We're going to use a computer to be our inbetweener. But, in order to do so, we need to mathematically specify how the scene parameters (locations, poses, colors) change. We're working in a space where our conventional x-axis is time ($t$) and the y-axis is some parameter we're trying to model. We'll assume this parameter is the height of the ball, denoted by $h$.
Linear interpolation
Let's start off by fitting a straight line to define how parameters change between pairs of keyframes. So we are given two pairs $(t_0, h_0)$ and $(t_1, h_1)$. Assuming the motion varies linearly with time, the height of the ball can be represented as:
$$
h(t) = a t + b,
$$
where $a$ and $b$ need to be determined. We can plug in the two values we know (defined at the two keyframes):
$$
\begin{align*}
h_0 & = a t_0 + b \\
h_1 & = a t_1 + b.
\end{align*}
$$
We could substitute one equation into the other to solve for $a$ and $b$ but this will be harder to apply to more general curves. This is where vector and matrix notation comes in. We'll represent the left-hand-side of the equation as some vector $\vec{h}$ (which has two components, $h_0$ and $h_1$). We can also introduce the vector $\vec{t}$ with components $t_0$ and $t_1$. Our equation can now be written as:
$$
\vec{h} = \left[\begin{array}{c}h_0 \\
h_1\end{array}\right] = a \left[\begin{array}{c}t_0 \\
t_1\end{array}\right] + b \left[\begin{array}{c}1 \\
1\end{array}\right] = a \vec{t} + b\vec{1},
$$
where we have written $\vec{1}$ to be the vector where both components are $1$. Written in this way, we can say that $\vec{h}$ is a linear combination of the vectors $\vec{t}$ and $\vec{1}$, where the weights on these vectors are $a$ and $b$, respectively.

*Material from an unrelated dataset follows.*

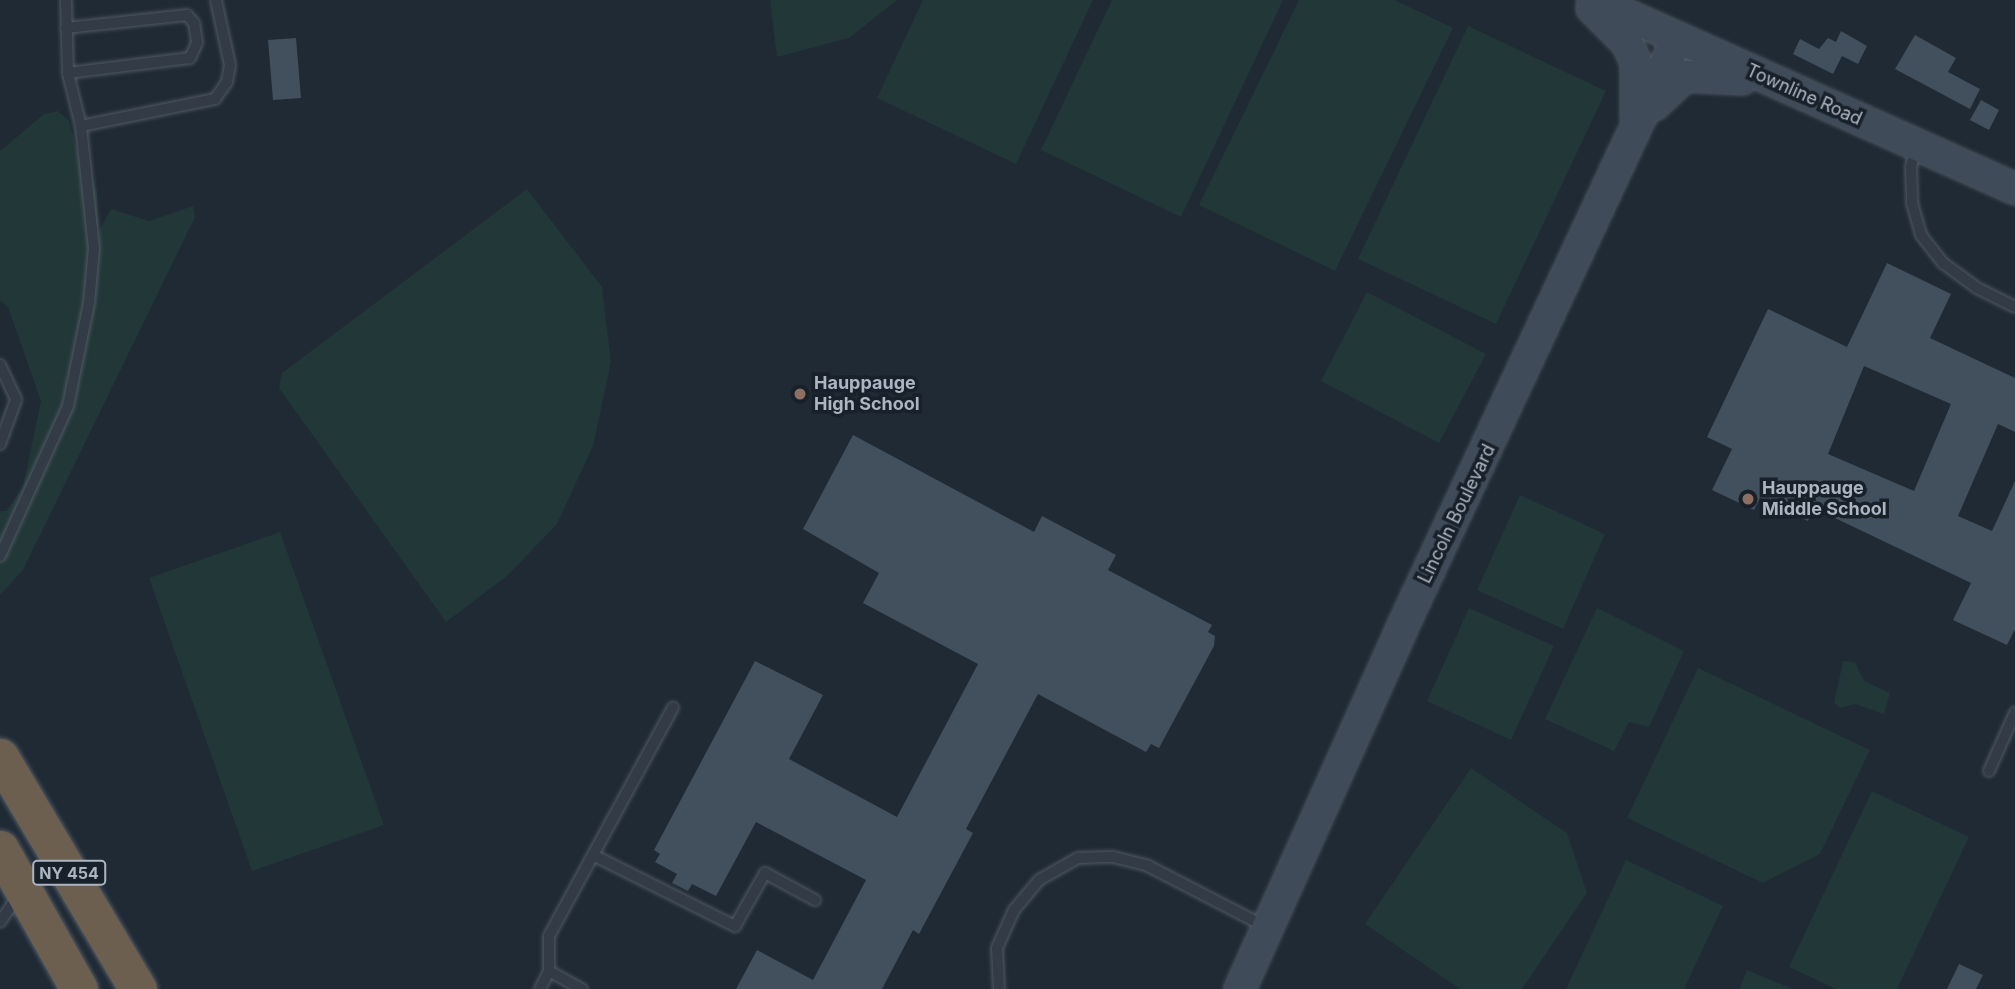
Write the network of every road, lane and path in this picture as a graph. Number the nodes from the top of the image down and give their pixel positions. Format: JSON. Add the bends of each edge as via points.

We still need to solve for $a$ and $b$ and this is where a matrix will come into play. Let's stack $a$ and $b$ into its own vector called $\vec{c}$ (you can take the letter $c$ to denote "coefficients"). Our equation can be written as:
$$
\vec{h} = \left[\begin{array}{c}h_0 \\
h_1\end{array}\right] = a \left[\begin{array}{c}t_0 \\
t_1\end{array}\right] + b \left[\begin{array}{c}1 \\
1\end{array}\right] = a \vec{t} + b\vec{1} = \left[\begin{array}{cc} t_0 & 1 \\
t_1 & 1 \end{array}\right] \left[\begin{array}{c} a \\
b \end{array}\right] = \mathbf{A} \vec{c}.
$$
The thing with 2 rows and 2 columns ($\mathbf{A}$) is called a matrix - in this course, we will only ever work with square matrices where # rows = # columns. The product $\mathbf{A}\vec{c}$ is called a matrix-vector multiplication, and we can think of the result (which is a vector) as a linear combination of the columns of $\mathbf{A}$, with the weights on each column being the components of $\vec{c}$. The number of columns of $\mathbf{A}$ needs to be equal to the number of components of $\vec{c}$.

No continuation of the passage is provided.